“The body remembers what the mind forgets.”

I think of fascia as the ‘material of memory’ in the sense that the history of significant events (written in scars) as well as the emotional habits and ingrained movement patterns that underlie our lived experience are given form and reified there...

Henry Kagey (Instructor)

2/17/20222 min read

There are multiple premises that underlie the practice and theory of Structural Integration; the most significant of them in my practice is the recognition that connective tissue is the primary structural material of the body. I think of fascia as the ‘material of memory’ in the sense that the history of significant events (written in scars) as well as the emotional habits and ingrained movement patterns that underlie our lived experience are given form and reified there. While the mind is constantly interacting with the many layers of the present (especially now, when our lives can be contained in a hand-held computer), the body is constantly emerging from the experiences and patterns learned in the past, regardless of how much that is a part of our immediate awareness. Most significantly, the mind tends to ‘forget’ that the very state and perspective from which it navigates the world is embodied and in this sense the body is continuously remembering the fundamental sense of self and state of being through which the creature constructs its world.

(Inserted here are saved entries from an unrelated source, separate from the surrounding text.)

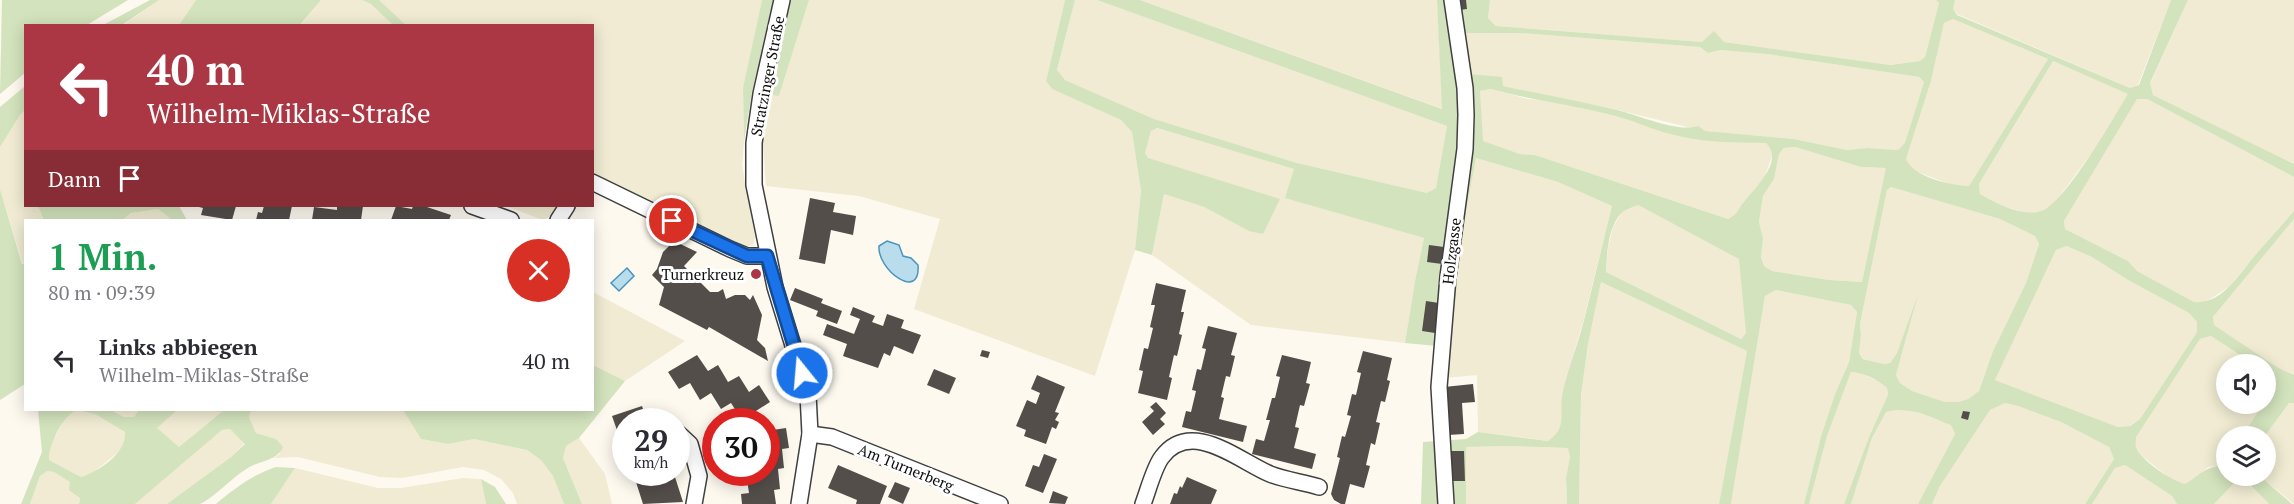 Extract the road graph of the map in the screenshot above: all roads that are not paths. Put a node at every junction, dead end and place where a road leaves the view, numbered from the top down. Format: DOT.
graph roads {
  1 [pos="782,0"];
  2 [pos="1452,0"];
  3 [pos="594,183"];
  4 [pos="475,207"];
  5 [pos="508,219"];
  6 [pos="767,256"];
  7 [pos="810,434"];
  8 [pos="690,444"];
  9 [pos="1319,487"];
  10 [pos="694,504"];
  11 [pos="799,504"];
  12 [pos="1000,504"];
  13 [pos="1143,504"];
  14 [pos="1446,504"];
  1 -- 6 [label="street, Stratzinger Straße"];
  2 -- 14 [label="street, Holzgasse"];
  3 -- 6 [label="street"];
  4 -- 5 [label="street"];
  6 -- 7 [label="street, Stratzinger Straße"];
  7 -- 11 [label="street, Stratzinger Straße"];
  7 -- 12 [label="street, Am Turnerberg"];
  8 -- 10 [label="street"];
  9 -- 13 [label="street"];
} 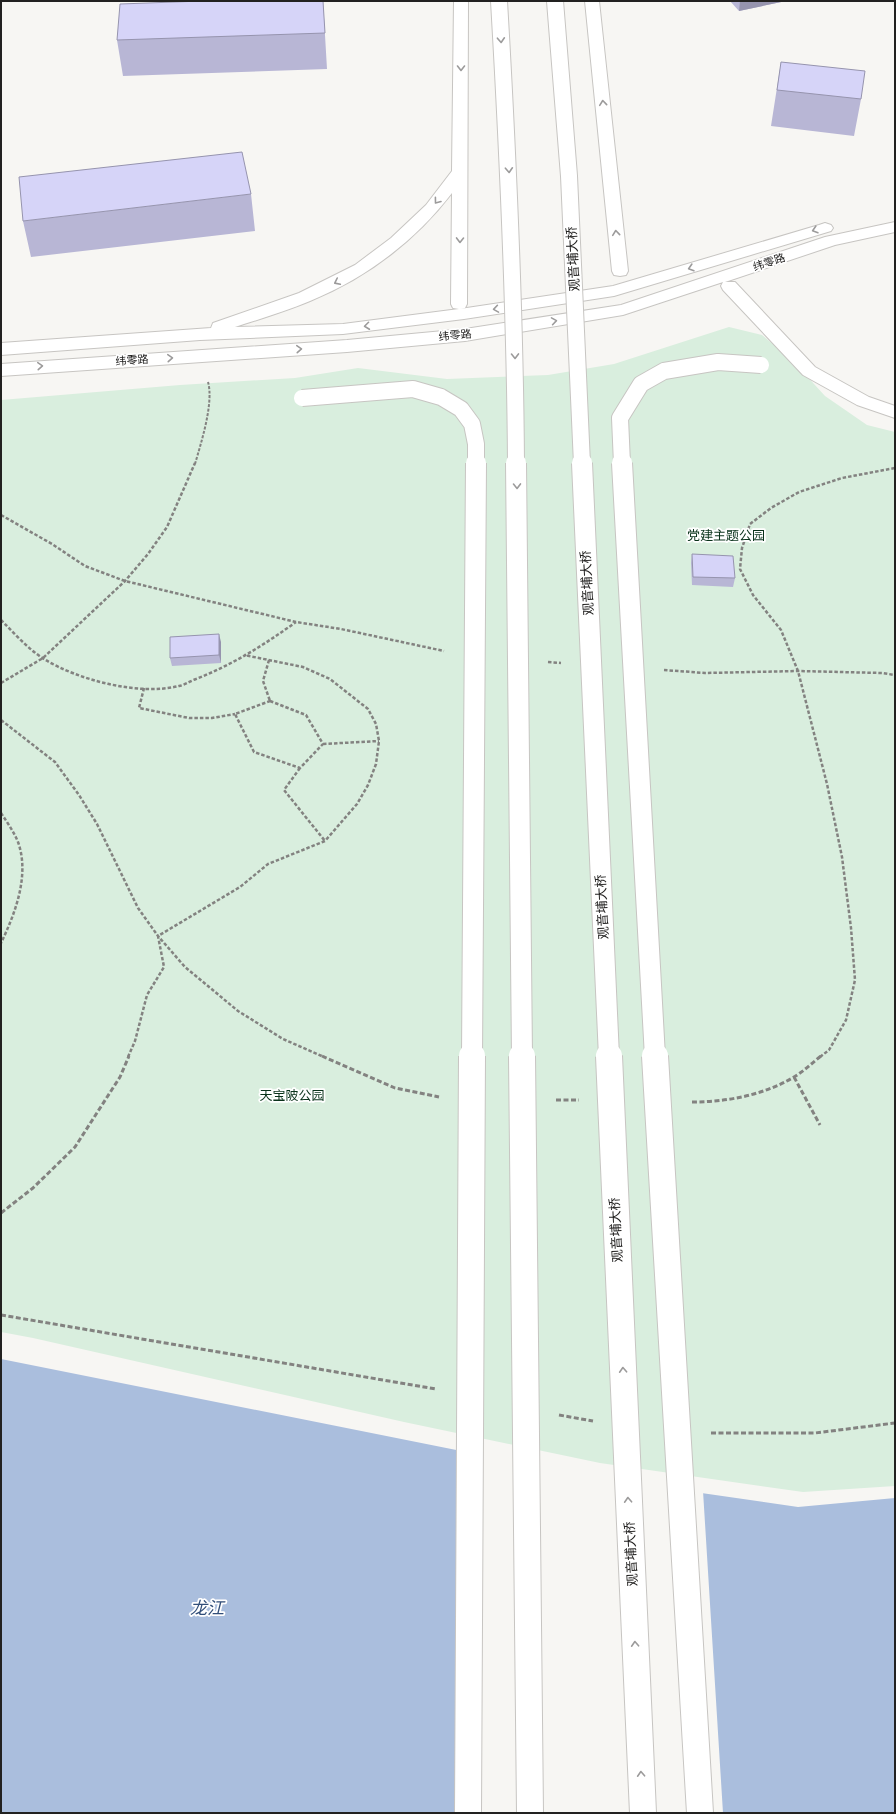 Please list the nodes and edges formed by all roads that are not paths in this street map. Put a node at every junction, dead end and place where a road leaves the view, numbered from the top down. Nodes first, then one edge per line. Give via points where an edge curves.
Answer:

There are many studies linking emotional states and psychological resilience to postural habits, but there is as yet no agreed upon mechanism (for example). To me it is clear that no matter the neurological aspects of such a connection, that the facia will stiffen and thicken to support not only acute injuries and compensatory motion, but any position that does not align the bones to resist the force of gravity. Additionally, the loss of balanced movement associated with habitual patterns of ‘acture’ allows the fascia to bind together the sheets that would normally slide across each other if they were in the habit of moving. These multiple mechanisms together develop a structure of the body that remembers the experience of its life story, a history of emotional states and associated patterns of movement, and forms the substrate of our present moment regardless of the amount of awareness we have of it.

In the case of emotional trauma understanding the function of memory has additional difficulties. Much ink has been spilled on this topic, and I think it is important to acknowledge that how people experience trauma and memory can be fundamentally different and situationally dependent. Some traumas are experienced as foundational to a person’s identity and remain crystallized in the memory, while others can cause a kind of fragmentation that make the formation of semantic memories impossible. Of course, memory in the episodic sense is highly unreliable and prone to elaboration from the standpoint of the present. If we attribute the starting quote to Reich, it is highly likely he was referring, at least in part, to Freud’s function of repression which has largely been discredited. However, we as bodyworkers do not need to postulate anything other than a physical mechanism: the fascia will respond to habits of acture, thus habits stemming from a period or event will be enshrined in the fascial structure as a form of memory (perhaps not semantic or episodic), as a state of being involving emotion and sense of self. The body will in this sense 'remember', whether the mind forgets or not.